Testing firmware for long-term installations: what's the best strategy?

Friends,

I'm working on replacing some code for a weather station and awning controller that I built in my back yard. The original version of this was written directly for the Raspberry Pi Pico SDK. However, it had some sort of instability and required a manual reset to keep working after a few days or a week.

I have rewritten the project using the Arduino API, partly because many of the peripherals I'm using for this project already have driver libraries written for Arduino.

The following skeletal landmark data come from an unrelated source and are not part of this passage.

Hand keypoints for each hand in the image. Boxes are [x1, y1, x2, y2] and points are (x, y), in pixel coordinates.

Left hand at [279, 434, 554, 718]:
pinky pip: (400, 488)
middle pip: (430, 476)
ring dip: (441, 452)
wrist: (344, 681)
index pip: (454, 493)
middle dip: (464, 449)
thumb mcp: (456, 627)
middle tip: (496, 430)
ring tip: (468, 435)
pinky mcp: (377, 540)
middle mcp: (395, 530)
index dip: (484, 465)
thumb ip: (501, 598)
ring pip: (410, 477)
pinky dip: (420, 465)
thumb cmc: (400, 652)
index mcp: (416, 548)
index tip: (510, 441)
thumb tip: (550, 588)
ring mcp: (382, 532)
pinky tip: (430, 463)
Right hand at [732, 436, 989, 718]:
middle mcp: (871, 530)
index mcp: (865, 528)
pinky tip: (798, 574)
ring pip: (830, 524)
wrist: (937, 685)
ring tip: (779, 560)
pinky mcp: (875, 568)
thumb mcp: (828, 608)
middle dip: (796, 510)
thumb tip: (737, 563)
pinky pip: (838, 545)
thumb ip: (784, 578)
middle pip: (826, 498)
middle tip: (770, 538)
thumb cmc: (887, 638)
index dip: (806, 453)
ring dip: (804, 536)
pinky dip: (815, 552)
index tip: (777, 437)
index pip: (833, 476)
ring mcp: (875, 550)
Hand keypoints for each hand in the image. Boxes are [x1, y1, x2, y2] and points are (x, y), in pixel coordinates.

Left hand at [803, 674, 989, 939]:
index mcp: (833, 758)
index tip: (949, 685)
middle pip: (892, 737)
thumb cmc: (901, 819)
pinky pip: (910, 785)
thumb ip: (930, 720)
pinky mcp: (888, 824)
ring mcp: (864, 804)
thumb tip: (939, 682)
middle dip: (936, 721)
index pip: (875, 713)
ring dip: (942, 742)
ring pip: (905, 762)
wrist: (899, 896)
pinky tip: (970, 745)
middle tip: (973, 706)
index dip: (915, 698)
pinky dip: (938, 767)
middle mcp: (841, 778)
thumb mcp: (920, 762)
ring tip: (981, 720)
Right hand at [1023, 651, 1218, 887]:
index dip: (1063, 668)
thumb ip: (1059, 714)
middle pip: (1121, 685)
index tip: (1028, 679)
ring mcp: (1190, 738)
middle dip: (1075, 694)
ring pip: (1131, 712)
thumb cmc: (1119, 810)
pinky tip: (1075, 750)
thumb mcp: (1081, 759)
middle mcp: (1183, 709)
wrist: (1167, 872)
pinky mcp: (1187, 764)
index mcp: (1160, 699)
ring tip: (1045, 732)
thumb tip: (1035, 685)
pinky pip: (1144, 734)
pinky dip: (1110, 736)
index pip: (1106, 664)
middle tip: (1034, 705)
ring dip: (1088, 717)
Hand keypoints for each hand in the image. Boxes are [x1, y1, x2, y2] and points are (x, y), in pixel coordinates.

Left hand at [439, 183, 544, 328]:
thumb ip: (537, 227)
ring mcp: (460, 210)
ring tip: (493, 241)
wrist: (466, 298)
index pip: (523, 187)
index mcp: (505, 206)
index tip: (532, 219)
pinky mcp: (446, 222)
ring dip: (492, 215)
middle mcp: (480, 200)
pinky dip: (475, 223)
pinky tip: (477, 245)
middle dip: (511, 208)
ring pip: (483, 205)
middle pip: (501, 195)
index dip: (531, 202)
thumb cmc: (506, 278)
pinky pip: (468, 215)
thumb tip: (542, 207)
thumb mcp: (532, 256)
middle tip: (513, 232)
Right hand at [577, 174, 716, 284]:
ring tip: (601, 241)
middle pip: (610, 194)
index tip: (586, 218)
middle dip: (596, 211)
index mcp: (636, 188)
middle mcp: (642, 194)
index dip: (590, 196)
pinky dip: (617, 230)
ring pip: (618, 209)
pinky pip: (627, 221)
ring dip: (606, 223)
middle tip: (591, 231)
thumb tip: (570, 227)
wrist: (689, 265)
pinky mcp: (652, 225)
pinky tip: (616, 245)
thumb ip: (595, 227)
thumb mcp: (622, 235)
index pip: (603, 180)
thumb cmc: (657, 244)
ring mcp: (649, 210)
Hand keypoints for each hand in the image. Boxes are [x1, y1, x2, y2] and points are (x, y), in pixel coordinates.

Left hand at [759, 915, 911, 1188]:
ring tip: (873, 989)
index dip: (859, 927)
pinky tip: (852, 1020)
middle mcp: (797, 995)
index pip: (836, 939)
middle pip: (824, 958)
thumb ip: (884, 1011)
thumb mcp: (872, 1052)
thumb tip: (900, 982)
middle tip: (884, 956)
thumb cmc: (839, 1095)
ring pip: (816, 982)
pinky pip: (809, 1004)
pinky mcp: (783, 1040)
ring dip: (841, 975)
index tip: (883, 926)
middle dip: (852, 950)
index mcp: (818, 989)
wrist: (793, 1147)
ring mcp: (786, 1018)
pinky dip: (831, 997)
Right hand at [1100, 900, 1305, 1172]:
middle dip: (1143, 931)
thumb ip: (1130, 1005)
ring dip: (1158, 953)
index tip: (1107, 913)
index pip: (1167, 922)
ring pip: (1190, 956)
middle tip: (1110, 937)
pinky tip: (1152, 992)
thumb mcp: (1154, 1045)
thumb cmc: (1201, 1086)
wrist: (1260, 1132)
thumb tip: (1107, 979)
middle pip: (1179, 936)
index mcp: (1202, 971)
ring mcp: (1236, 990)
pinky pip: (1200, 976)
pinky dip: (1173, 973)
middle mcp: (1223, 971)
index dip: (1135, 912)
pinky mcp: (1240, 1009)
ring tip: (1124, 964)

I figured if I could reduce the amount of my own code in the loop, I'd reduce the risk of bugs introduced by me. :slight_smile:

Anyway, my question here is about testing methodologies. What would you do to test something like a weather station reporting data over MQTT? What I have done so far is I programmed a second raspberry pi pico (again, using the Arduino API) to simulate the input signals to the weatherstation board. I have one pin ticking at various rates that I expect the anemometer to tick at, another ticking like a rain gauge, and a final pin set up to emit PWM signals similar to the windvane I have. I've been running this setup for a few days, periodically kicking the server over so that the setup has to reconnect. So far things have proven reliable.

My question then is: what else would you do before flashing the firmware onto the actual weatherstation? What are the best testing methodologies for an installation that is meant to be installed for many weeks or months without intervention?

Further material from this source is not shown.